What Is the Medicare Donut Hole?

"Medicare donut hole" is a slang term for the Medicare Part D coverage gap--the gap between the initial Medicare drug coverage limit and catastrophic coverage limits. Or, to put it another way, this is what happens when a beneficiary's prescription drug expenses grow beyond what Medicare part D can cover under its ordinary limits, but they don't grow past the point where the beneficiary can qualify for Medicare Part D's catastrophic coverage. Medicare beneficiaries who find themselves without any Medicare Part D coverage whatsoever can be under severe financial strain. The recently passed Patient Protection and Affordable Care Act contains provisions designed to close the donut hole, but it will be years before they take effect.

Understanding Medicare Part D

Medicare Part D is a federal program designed to help subsidize the costs of prescription drugs for Medicare beneficiaries. The law was passed in 2003 in response to the rising prescription drug prices, which increased to the point where, in many cases, it was less expensive for Medicare beneficiaries to travel to Canada to buy the drugs they needed than it was to buy them in the United States.

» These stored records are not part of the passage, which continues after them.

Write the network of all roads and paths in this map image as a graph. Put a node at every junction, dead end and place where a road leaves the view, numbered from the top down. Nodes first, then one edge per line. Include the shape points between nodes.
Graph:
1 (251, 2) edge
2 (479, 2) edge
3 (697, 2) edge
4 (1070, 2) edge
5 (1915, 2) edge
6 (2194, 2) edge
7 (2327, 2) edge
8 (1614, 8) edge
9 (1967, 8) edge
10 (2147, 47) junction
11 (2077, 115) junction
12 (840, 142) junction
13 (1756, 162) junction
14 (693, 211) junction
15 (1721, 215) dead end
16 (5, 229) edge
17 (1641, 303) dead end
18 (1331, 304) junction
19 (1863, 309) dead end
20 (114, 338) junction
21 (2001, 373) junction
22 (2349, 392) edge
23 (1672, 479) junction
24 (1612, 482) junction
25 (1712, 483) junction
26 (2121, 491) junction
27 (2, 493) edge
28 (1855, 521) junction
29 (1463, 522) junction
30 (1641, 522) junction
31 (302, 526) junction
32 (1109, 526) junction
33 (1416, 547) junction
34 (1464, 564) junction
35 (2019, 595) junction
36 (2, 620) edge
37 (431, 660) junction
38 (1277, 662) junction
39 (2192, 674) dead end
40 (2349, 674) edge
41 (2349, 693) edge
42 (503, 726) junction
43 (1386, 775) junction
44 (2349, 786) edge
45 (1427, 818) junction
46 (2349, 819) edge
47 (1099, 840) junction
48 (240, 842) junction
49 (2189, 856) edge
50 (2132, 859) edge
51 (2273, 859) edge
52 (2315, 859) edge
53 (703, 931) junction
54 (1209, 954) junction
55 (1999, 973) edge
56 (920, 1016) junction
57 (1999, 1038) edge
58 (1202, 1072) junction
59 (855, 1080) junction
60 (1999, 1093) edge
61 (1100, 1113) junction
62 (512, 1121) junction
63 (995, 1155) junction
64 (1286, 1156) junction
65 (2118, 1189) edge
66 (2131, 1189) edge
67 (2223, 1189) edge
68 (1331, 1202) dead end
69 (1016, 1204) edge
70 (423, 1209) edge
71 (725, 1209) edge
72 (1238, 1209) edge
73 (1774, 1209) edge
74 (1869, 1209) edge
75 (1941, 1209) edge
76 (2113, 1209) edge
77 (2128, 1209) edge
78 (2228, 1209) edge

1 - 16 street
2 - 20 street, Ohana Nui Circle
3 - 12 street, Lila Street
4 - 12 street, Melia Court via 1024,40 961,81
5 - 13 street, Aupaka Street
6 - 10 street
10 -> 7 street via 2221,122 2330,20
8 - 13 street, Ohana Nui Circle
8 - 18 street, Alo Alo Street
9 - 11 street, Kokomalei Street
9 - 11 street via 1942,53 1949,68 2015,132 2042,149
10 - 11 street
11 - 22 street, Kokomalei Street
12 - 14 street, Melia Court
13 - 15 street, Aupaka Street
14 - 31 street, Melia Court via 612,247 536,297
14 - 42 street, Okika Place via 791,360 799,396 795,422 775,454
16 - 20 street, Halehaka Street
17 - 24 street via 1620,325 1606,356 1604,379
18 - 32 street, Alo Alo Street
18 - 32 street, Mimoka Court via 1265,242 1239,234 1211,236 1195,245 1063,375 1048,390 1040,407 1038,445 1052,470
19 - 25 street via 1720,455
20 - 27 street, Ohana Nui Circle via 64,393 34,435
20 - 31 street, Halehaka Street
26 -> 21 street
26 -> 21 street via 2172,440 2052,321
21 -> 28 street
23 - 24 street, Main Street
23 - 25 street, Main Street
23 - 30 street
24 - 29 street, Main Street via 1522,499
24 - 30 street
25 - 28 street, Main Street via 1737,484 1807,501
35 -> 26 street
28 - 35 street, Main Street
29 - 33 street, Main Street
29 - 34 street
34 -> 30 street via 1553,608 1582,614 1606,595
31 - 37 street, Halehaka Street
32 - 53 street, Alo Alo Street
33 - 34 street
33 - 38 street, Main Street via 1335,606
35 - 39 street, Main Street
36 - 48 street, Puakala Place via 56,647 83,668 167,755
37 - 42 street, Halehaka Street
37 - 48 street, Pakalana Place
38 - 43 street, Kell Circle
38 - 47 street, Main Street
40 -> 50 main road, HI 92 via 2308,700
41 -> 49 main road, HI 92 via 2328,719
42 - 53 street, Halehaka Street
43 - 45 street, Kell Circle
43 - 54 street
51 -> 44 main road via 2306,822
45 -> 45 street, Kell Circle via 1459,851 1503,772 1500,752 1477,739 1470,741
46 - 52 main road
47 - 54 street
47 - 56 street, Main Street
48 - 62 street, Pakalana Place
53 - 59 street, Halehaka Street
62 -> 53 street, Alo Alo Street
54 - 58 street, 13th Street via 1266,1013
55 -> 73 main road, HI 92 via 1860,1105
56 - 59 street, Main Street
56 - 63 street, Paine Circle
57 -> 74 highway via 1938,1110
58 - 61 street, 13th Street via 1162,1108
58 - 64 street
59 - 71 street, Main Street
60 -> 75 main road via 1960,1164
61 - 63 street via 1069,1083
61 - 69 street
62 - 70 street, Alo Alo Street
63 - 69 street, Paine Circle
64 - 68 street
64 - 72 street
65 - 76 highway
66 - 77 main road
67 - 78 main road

Medicare Part D benefits are open to Medicare beneficiaries who were enrolled in Medicare Part A and/or Medicare Part B. They can join either a Prescription Drug Plan or a Medicare Advantage Plan. In other cases, Medicare funds are used for the portion of the beneficiaries' prescription drug expenses. The value of the portion varies depending on the cost of the drugs, the beneficiary's income and which plan the beneficiary is enrolled in. Generally speaking, the Medicare portion of the coverage shrinks in inverse proportion to the cost of drugs and the beneficiary's income. Once the prescription drug costs rise above $2,830, the Medicare portion is cut off altogether, and the beneficiaries have to pay their drug costs out of their own pockets.

Understanding Catastrophic Coverage

Catastrophic coverage kicks in when Medicare beneficiaries spend more than $4,550 of their own money on prescription drugs. At this point, Medicare funds cover most of the coverage. The beneficiaries will have to pay $2.40 for each generic drug and $6.00 for other drugs or 5 percent of the drug costs (whichever one is higher).

Medicare Part D Donut Hole and the Beneficiaries

This arrangement works well for people whose prescription drugs cost less than $2,830 and more than $4,550. However, beneficiaries whose prescription drug expenses fall somewhere in between find themselves in a bind as their expenses suddenly jump.

Medicare beneficiaries can take out additional private insurance coverage to close the donut hole. In many cases, these plans wind up costing them more than Medicare Part D coverage. Premiums, for example, can get twice as large. Low-income beneficiaries can apply for federal and state subsidies to cover the gap. That said, there have also been many cases where falling into a donut hole wound up being a temporary condition as the prescription drug expenses quickly piled up without a subsidy. However, this usually lasts several months, which can be far too long for the beneficiaries' comfort.

The Donut Hole and the 2010 Health Reforms

The 2010 health reform package includes several measures designed to phase out the donut hole over several years. In 2010, beneficiaries who fall into the donut hole will receive a $250 rebate from Medicare to help cover the costs. In 2011, Medicare beneficiaries who fall into a donut hall will be able to get a 50 percent discount on the total cost of their brand-name drugs. Over the next few years, Medicare will gradually introduce additional discounts on generic and brand-name drugs. By 2020, the donut hole will effectively be closed. The Medicare beneficiaries will have to pay 25 percent of their prescription drug costs; the rest will be covered by Medicare.